▶ **WHAT THE TASK REQUIRES**: Run through the data and copy out every line that mentions the word "Alves".

▶ **Stored data**:
------------------------------------------------------------
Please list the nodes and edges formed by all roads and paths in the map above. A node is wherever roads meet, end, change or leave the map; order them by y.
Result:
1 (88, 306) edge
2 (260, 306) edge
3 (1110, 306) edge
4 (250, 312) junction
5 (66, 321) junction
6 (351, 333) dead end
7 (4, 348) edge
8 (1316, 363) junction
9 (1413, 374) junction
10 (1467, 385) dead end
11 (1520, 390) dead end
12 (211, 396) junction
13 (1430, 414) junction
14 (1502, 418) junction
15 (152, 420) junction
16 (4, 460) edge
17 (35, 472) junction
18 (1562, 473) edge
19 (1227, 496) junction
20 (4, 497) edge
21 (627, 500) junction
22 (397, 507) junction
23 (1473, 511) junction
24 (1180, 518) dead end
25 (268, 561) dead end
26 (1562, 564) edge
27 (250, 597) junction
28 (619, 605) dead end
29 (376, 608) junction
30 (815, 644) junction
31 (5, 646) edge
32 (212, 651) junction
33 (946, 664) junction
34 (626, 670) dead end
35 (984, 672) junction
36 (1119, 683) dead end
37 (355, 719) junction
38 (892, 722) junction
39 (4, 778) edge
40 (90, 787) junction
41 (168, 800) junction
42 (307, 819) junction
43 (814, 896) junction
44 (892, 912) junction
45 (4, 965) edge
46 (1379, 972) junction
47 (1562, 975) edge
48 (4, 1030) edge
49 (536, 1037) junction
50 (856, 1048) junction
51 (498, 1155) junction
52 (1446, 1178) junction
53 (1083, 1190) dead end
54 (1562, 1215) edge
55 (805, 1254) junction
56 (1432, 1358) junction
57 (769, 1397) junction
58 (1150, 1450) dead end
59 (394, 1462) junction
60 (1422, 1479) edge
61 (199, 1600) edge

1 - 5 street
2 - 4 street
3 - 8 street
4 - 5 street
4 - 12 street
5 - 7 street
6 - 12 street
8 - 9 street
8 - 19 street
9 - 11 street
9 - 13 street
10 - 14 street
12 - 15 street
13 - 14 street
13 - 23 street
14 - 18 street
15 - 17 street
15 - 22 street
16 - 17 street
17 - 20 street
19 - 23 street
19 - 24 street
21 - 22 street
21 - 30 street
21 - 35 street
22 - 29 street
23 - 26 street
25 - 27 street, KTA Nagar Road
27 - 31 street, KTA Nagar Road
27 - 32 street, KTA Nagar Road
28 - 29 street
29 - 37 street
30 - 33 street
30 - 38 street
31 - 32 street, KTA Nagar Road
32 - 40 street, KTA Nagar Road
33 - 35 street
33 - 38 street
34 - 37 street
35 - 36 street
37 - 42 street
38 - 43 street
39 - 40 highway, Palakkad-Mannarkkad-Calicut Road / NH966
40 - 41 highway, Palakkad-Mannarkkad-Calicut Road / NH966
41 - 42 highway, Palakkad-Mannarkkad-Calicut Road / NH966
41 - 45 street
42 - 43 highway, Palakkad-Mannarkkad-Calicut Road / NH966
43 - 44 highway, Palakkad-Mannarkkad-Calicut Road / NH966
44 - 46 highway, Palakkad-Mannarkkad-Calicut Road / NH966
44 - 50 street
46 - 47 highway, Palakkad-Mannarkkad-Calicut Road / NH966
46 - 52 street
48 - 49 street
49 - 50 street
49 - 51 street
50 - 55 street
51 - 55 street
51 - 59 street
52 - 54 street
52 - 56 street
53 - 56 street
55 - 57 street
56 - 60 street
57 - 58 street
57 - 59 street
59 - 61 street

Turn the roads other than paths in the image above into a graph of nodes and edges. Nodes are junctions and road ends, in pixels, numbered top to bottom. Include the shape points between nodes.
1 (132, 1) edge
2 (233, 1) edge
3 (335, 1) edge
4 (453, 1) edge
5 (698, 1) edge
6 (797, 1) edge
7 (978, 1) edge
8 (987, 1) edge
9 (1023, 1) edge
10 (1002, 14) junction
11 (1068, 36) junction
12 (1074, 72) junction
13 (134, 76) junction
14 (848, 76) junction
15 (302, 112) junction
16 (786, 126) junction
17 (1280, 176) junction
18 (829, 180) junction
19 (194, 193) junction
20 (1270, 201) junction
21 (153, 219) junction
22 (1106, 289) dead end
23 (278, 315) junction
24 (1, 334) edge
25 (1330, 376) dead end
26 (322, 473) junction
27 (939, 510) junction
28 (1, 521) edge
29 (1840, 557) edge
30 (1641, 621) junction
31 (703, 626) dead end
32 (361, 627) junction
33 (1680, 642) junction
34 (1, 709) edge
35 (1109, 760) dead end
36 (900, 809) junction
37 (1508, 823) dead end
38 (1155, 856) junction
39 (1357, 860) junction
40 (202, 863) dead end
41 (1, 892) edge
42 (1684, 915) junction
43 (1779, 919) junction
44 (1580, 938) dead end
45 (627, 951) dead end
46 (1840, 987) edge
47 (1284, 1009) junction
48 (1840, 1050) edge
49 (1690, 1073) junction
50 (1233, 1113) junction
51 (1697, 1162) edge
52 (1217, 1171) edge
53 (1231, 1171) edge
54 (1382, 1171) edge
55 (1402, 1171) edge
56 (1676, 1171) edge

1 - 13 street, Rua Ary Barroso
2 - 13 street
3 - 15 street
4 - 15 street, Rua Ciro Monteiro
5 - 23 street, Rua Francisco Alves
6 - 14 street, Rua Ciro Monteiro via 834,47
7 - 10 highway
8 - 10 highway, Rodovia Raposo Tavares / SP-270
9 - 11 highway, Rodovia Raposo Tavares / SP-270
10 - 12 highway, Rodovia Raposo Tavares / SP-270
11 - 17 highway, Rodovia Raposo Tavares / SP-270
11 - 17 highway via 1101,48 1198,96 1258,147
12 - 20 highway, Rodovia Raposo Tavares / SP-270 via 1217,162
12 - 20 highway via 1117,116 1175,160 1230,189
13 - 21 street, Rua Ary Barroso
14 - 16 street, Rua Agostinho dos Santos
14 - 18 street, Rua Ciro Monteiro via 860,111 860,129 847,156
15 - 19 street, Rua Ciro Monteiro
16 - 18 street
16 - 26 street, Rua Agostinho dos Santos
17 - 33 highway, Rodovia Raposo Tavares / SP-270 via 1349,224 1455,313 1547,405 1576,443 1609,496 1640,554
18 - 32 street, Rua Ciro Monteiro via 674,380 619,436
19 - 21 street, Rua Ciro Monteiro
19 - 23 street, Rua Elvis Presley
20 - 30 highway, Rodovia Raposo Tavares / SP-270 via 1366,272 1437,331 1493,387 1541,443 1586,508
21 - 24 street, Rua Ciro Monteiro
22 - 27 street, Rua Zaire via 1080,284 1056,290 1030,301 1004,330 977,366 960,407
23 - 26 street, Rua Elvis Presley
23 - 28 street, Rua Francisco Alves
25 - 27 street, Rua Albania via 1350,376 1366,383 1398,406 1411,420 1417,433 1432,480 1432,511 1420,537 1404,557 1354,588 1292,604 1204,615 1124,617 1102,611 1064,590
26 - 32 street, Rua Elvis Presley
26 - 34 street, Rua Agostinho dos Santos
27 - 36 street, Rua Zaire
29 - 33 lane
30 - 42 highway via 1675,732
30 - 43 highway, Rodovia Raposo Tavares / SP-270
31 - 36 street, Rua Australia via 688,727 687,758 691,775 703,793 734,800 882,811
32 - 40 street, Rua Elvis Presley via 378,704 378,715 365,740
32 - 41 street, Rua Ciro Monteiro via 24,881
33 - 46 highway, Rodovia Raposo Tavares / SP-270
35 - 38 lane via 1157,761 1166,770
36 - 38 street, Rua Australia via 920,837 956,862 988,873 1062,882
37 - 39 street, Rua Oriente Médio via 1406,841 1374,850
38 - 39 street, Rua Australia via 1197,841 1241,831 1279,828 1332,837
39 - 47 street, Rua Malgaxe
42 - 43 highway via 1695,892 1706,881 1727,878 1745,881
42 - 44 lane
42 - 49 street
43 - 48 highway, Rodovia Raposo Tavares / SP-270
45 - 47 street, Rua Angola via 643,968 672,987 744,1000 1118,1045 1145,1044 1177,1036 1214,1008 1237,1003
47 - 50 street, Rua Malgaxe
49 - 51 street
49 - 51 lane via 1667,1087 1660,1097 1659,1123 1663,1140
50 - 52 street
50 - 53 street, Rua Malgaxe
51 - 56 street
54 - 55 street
------------------------------------------------------------
▶ **RESPONSE**:
5 - 23 street, Rua Francisco Alves
23 - 28 street, Rua Francisco Alves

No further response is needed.